**Exercise brief:** Every line in the entries that holds "Right" should be identified and copied.

+ + + + +

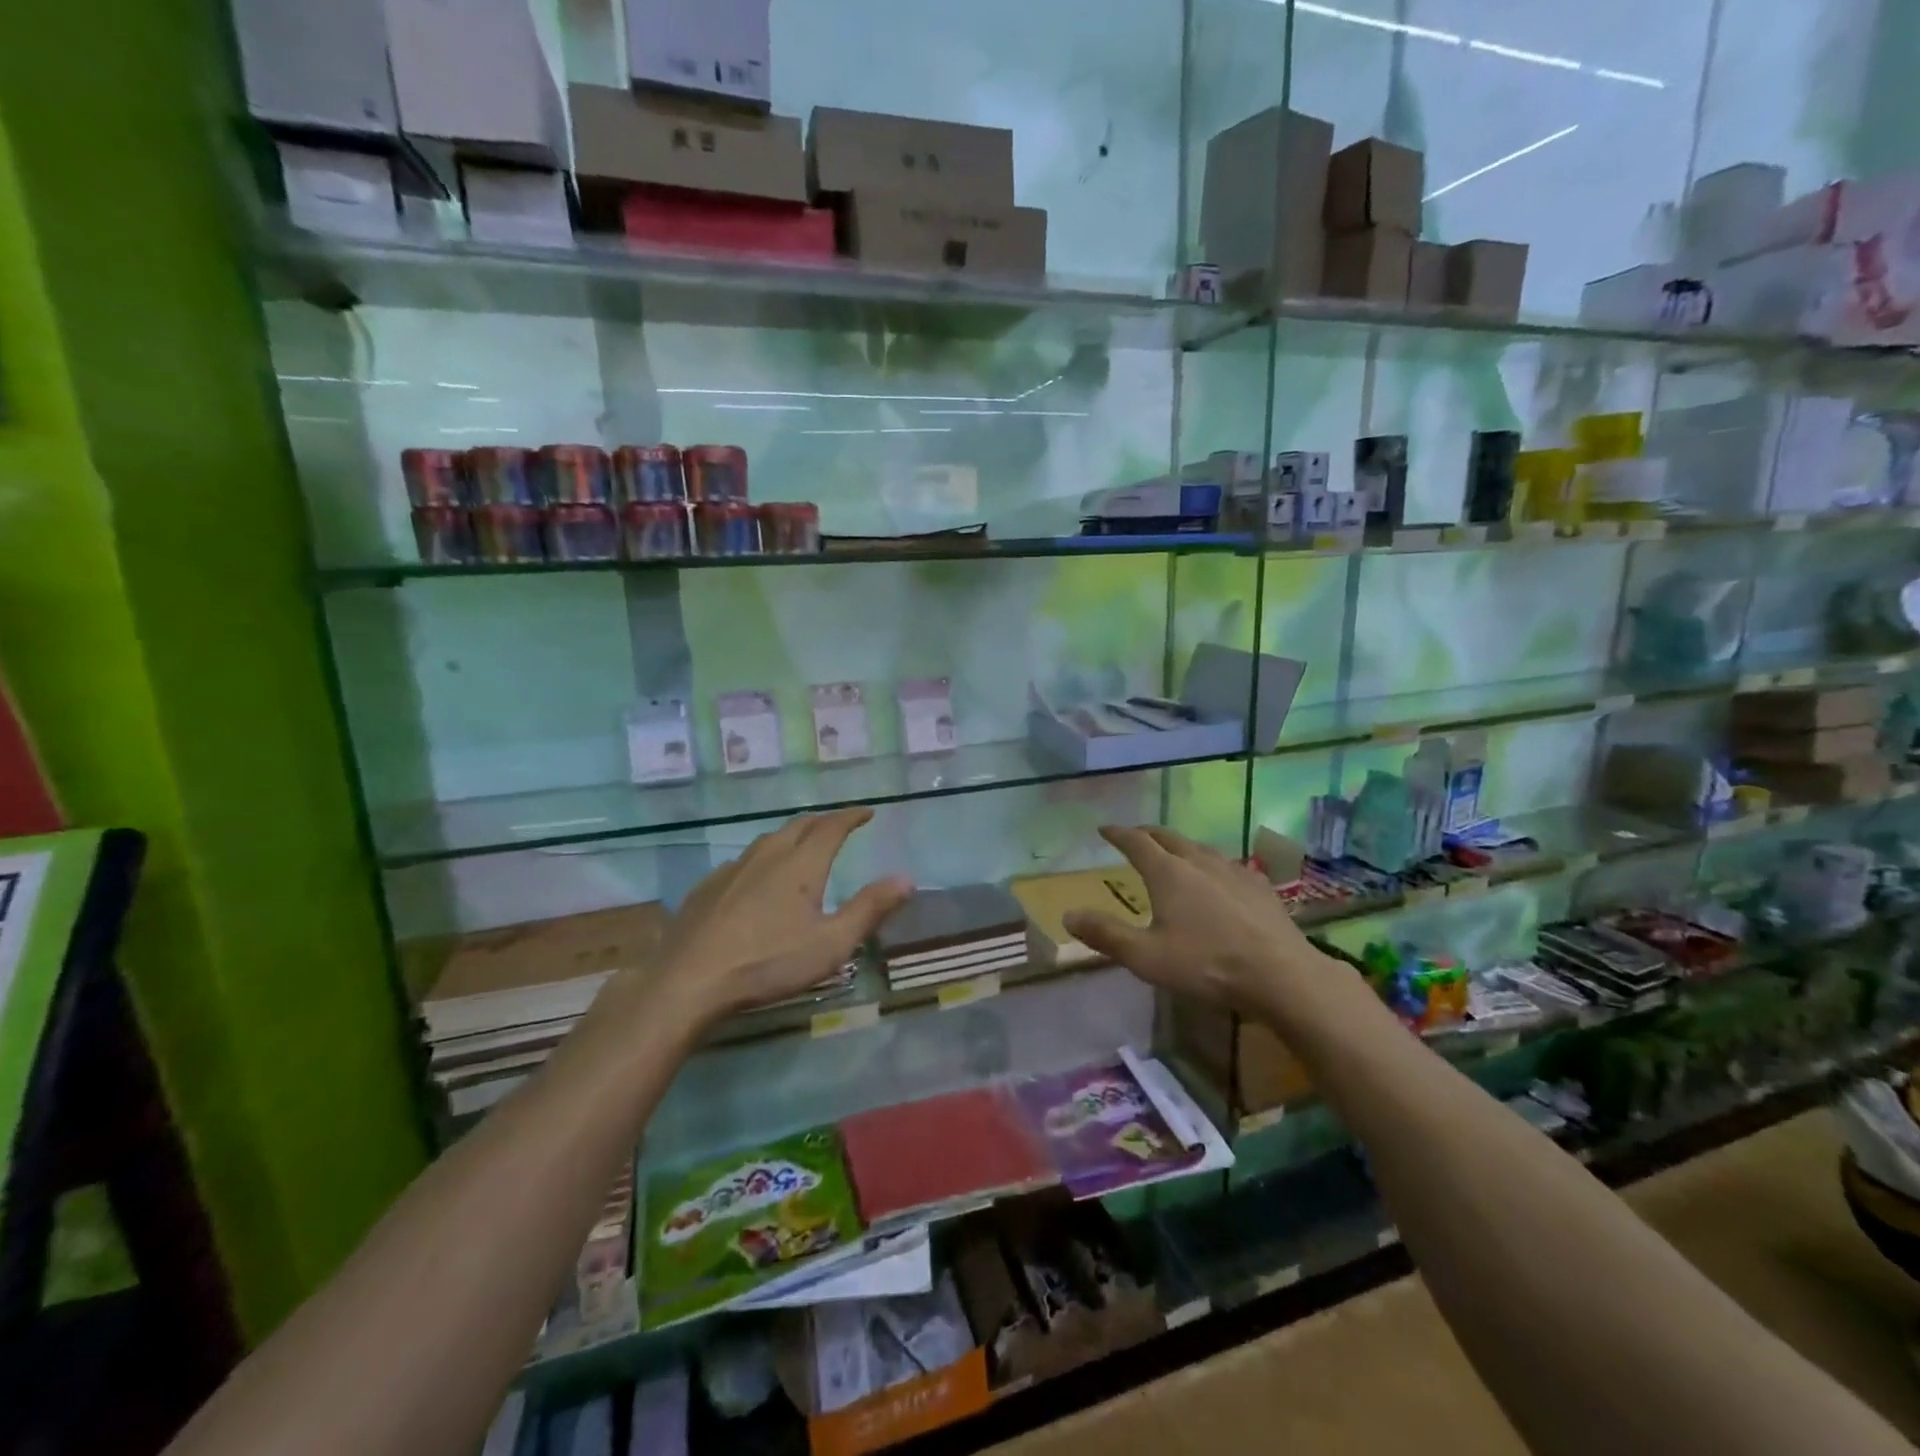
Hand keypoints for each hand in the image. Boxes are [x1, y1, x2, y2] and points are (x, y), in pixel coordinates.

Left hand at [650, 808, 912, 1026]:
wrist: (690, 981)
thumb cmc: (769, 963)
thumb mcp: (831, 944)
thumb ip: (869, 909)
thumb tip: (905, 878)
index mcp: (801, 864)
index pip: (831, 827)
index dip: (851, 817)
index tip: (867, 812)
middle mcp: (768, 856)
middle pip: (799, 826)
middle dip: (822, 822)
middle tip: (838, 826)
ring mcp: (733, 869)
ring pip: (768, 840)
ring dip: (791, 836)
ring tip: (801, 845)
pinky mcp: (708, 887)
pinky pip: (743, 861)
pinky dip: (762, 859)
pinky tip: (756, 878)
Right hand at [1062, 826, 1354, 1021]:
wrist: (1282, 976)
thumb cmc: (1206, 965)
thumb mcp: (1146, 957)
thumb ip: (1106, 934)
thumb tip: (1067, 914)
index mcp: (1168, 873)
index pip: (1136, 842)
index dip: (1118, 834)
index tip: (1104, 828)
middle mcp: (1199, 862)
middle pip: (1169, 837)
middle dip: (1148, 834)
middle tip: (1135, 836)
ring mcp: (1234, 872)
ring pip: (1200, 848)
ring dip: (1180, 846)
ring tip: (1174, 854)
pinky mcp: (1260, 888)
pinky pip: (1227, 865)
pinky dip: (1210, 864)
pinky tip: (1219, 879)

+ + + + +

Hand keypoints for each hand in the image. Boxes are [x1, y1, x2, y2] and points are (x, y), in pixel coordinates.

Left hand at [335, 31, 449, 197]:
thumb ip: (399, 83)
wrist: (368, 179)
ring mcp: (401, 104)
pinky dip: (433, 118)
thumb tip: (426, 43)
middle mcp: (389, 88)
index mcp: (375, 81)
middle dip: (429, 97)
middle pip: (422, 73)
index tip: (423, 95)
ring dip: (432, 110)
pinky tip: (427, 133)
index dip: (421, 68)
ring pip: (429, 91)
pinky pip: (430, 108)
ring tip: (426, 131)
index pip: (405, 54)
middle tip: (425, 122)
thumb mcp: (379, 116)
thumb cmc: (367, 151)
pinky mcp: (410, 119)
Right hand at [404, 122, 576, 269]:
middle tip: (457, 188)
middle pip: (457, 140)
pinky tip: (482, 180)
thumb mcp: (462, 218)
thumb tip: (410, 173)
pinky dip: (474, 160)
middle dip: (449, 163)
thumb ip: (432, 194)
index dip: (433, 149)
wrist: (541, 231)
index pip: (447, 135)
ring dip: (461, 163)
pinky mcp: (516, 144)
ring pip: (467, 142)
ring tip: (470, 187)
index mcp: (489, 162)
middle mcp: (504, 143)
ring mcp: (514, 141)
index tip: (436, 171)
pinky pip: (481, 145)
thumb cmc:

+ + + + +

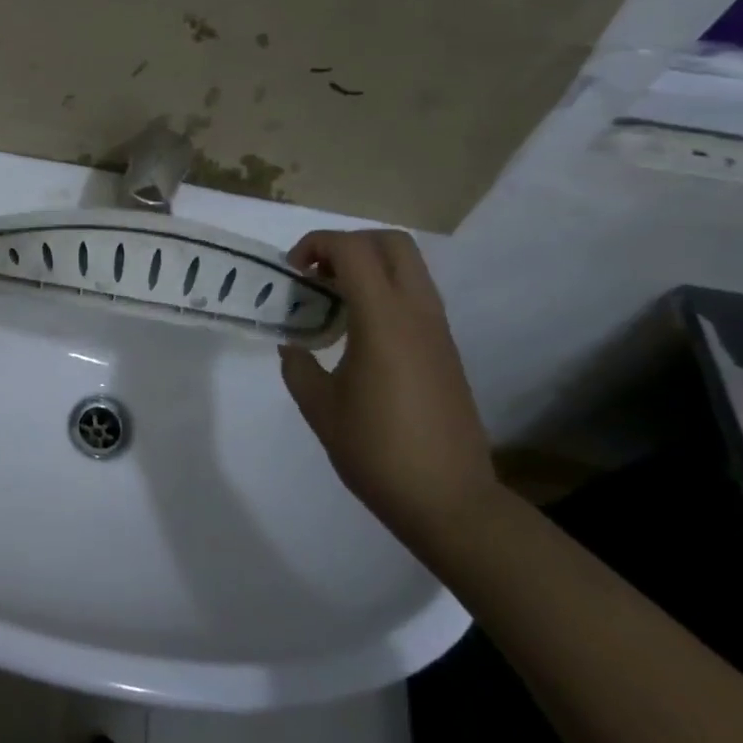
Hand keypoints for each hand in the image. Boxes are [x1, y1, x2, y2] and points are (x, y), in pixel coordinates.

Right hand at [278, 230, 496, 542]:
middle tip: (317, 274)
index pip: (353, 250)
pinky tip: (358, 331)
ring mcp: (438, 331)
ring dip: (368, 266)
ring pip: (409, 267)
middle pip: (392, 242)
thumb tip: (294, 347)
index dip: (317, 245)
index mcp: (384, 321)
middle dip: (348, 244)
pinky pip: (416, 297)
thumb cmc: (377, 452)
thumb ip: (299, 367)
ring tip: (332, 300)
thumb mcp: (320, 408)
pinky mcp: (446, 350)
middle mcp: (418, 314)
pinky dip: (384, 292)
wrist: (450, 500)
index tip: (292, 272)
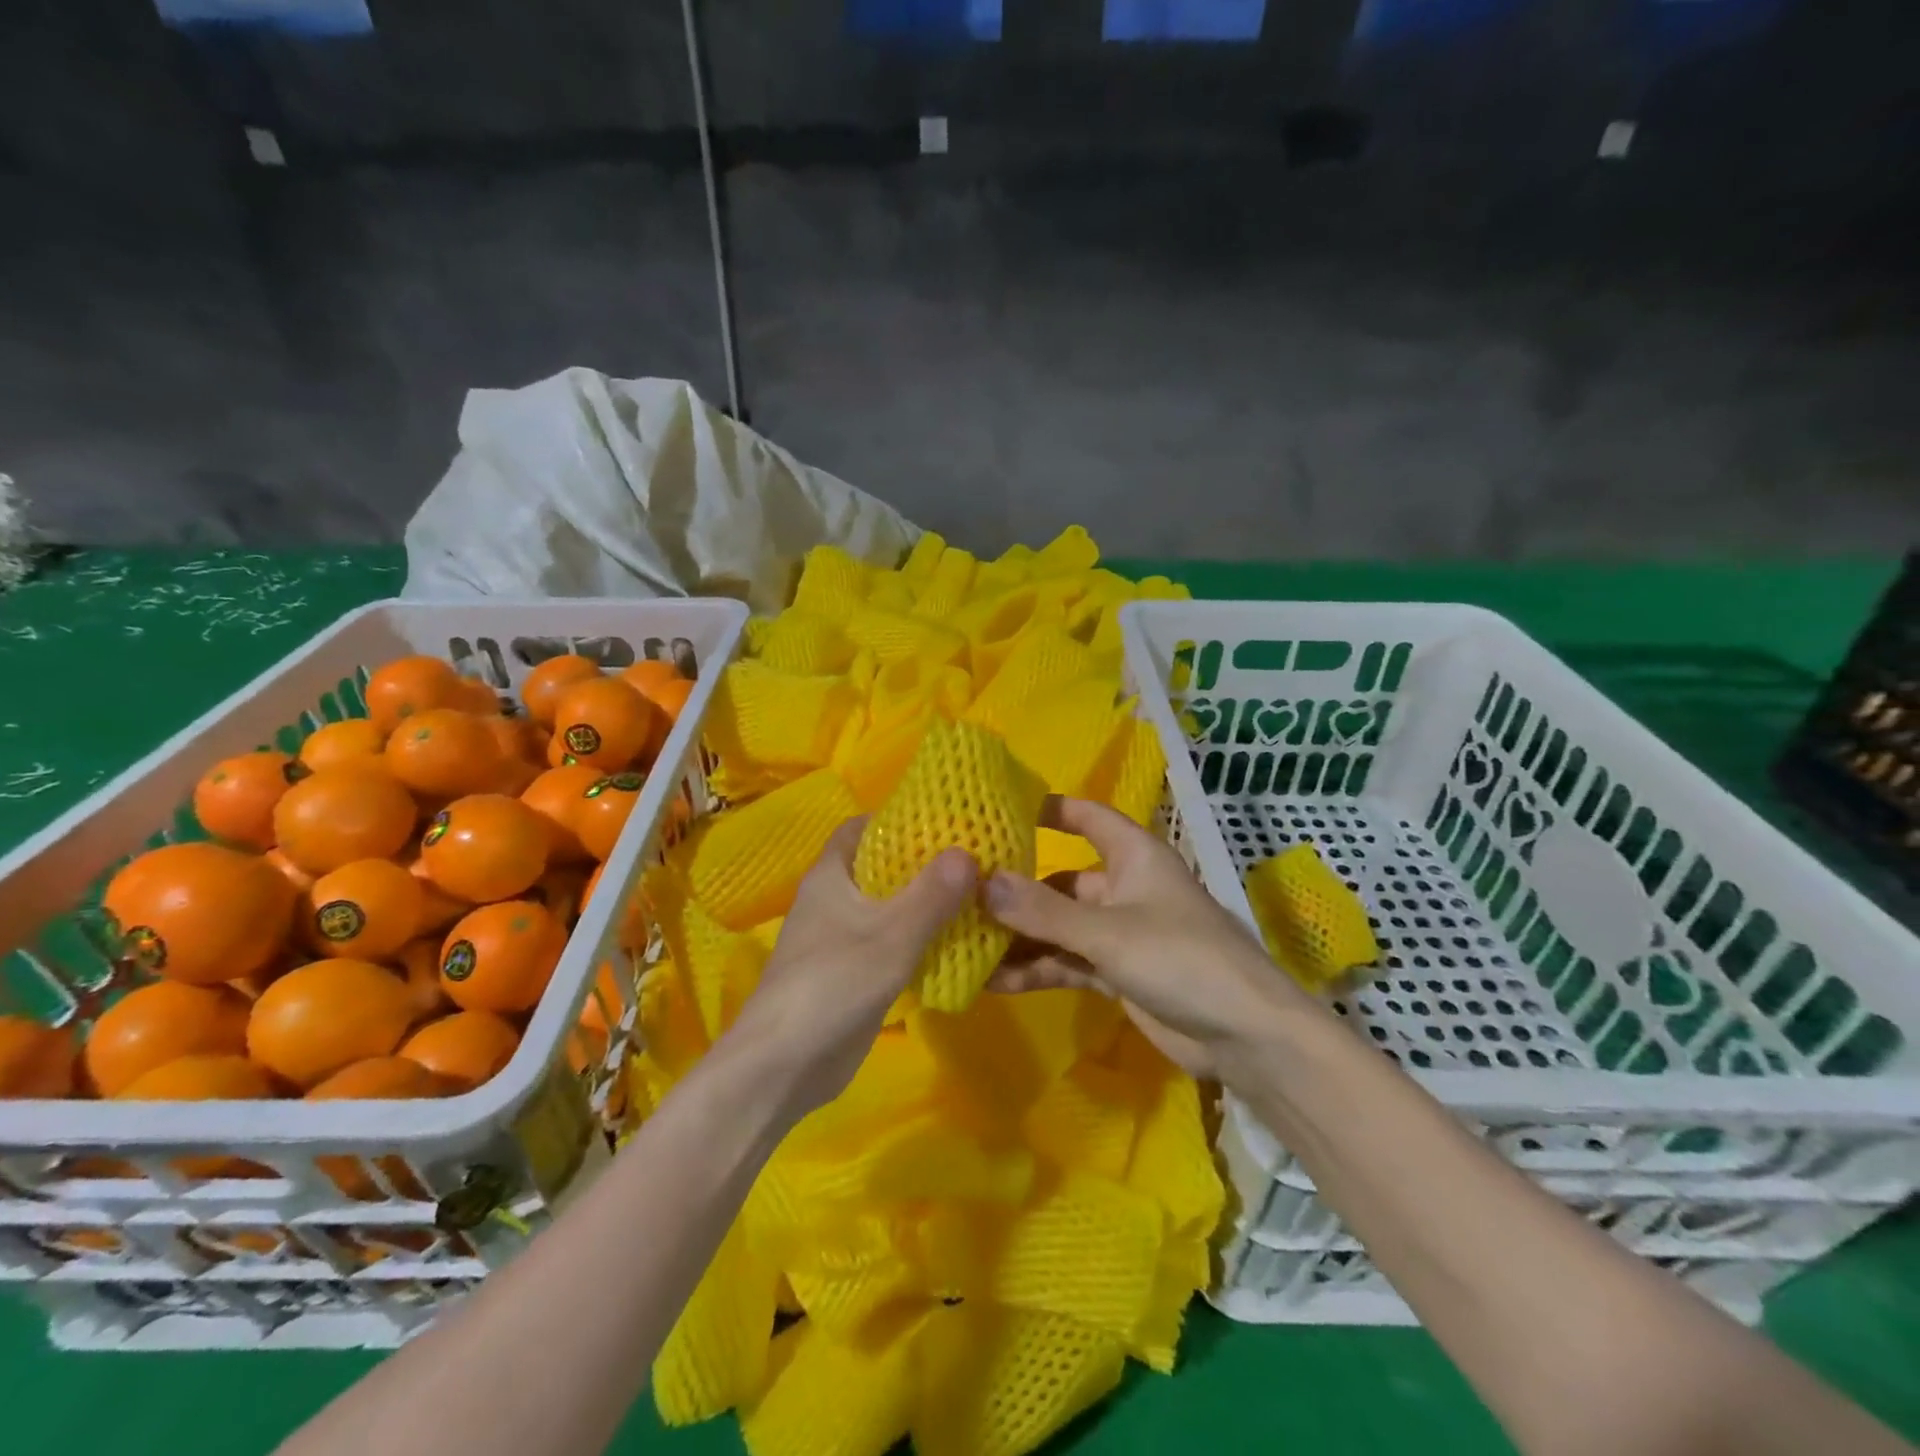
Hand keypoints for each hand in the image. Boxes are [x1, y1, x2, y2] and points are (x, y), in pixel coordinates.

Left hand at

+ + + + +

**Written response:**
Right hand at [1062, 826, 1354, 1021]:
Right hand at [404, 122, 576, 269]:
Right hand at [278, 230, 496, 542]:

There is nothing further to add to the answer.